O beligerante cearense nascido
no interior paulista nem precisa de adversários para perder disputas
presidenciais: em 1998, 2002 e 2018, Ciro Gomes deixou claro que sabe melhor
que qualquer um como se derrota um Ciro Gomes. Na primeira tentativa, a
candidatura começou a fazer água quando Ciro chamou de “burro” um eleitor que
dele divergiu durante a conversa telefônica transmitida ao vivo por uma
emissora de rádio. E afundou de vez no momento em que o candidato definiu o
papel a ser desempenhado durante a campanha pela atriz Patrícia Pillar, com
quem estava casado: dormir com o candidato, resumiu o maridão.

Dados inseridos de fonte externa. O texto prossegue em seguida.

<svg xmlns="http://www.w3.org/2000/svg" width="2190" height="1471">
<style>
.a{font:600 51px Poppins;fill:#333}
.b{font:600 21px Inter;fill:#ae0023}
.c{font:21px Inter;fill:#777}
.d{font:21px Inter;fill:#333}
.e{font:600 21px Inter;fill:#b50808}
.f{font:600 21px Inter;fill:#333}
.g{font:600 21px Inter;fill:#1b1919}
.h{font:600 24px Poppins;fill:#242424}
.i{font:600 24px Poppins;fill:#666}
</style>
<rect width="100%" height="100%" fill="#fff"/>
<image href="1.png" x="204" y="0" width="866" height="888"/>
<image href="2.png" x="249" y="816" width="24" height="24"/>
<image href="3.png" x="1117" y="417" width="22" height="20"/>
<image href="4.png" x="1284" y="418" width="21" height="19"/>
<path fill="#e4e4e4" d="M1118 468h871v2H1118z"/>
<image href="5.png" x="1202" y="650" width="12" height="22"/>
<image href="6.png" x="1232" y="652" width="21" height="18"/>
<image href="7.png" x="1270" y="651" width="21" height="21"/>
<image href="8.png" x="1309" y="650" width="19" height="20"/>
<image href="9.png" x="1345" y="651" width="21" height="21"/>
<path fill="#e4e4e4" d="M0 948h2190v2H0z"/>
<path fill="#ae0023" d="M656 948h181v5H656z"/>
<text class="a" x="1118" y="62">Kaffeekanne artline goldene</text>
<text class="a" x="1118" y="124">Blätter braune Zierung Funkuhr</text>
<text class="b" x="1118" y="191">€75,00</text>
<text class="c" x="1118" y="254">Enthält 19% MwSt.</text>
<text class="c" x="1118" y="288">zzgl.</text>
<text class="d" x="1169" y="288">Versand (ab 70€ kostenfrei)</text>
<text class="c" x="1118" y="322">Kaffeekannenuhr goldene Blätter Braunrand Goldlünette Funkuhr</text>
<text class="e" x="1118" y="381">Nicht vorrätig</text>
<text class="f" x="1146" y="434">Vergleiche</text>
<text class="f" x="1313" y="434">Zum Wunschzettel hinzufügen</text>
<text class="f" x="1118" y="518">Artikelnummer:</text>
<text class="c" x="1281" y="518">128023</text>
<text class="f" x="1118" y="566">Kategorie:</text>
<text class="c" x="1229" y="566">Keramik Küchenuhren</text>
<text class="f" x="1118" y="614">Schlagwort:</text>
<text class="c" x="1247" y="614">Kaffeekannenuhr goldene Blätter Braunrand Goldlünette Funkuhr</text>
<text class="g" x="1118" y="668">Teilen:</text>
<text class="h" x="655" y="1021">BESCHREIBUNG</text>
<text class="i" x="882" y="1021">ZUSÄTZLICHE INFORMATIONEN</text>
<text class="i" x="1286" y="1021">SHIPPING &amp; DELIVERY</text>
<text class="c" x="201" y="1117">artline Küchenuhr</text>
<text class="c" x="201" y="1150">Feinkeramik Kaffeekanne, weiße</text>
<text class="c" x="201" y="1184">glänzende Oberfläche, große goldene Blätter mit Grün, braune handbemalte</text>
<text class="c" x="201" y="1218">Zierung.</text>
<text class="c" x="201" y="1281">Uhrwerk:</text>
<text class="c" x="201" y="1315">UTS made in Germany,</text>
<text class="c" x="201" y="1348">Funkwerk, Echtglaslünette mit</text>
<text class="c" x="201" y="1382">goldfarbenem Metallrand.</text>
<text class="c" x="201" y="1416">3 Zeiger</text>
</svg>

Quase vinte anos
depois, ao chamar para a briga o juiz Sergio Moro, Ciro confirmou que, quando
se trata de gente, graves defeitos de fabricação não têm conserto.
“Hoje esse… esse Moro resolveu
prendê um… um bloguero?”, desandou no meio de uma entrevista o campeão de
bravatas e bazófias. “Ele que mande me prendê, que eu recebo a turma dele na
bala.” Endereçado ao juiz que simboliza a Operação Lava Jato, o tiro
ricocheteou na língua portuguesa antes de atingir, de novo, a testa do
pistoleiro que faz mira só depois do disparo. Se fosse mais gentil com o
idioma, Ciro receberia à bala, nunca “na bala”, os agentes da
Polícia Federal que formavam o que chamou de turma do Moro. Se respeitasse a
inteligência alheia, não diria que o juiz federal “resolveu prendê um
bloguero”. Moro apenas determinara que um blogueiro incluído entre os alvos de
uma investigação prestasse depoimento.
Ao pousar na casa da
família em Sobral, a criança que nem aprendera a falar já era um velho coronel
sertanejo
Por terem lido o conto ou
assistido ao filme, quase todos os leitores conhecem o estranho caso de
Benjamin Button. Criado pelo escritor F. Scott Fitzgerald e interpretado no
cinema por Brad Pitt, o personagem chega ao mundo com aparência de octogenário
e vai remoçando com o tempo. Ultrapassa a velhice, chega à maturidade, desfruta
da idade adulta, alcança a adolescência, faz escala na infância, desaprende a
falar e morre com o frescor de quem acabou de vir ao mundo. Disso muita gente
sabe. O que poucos notaram é que há no Brasil uma versão degenerada da criatura
forjada pela imaginação de Fitzgerald. Seu nome é Ciro Gomes.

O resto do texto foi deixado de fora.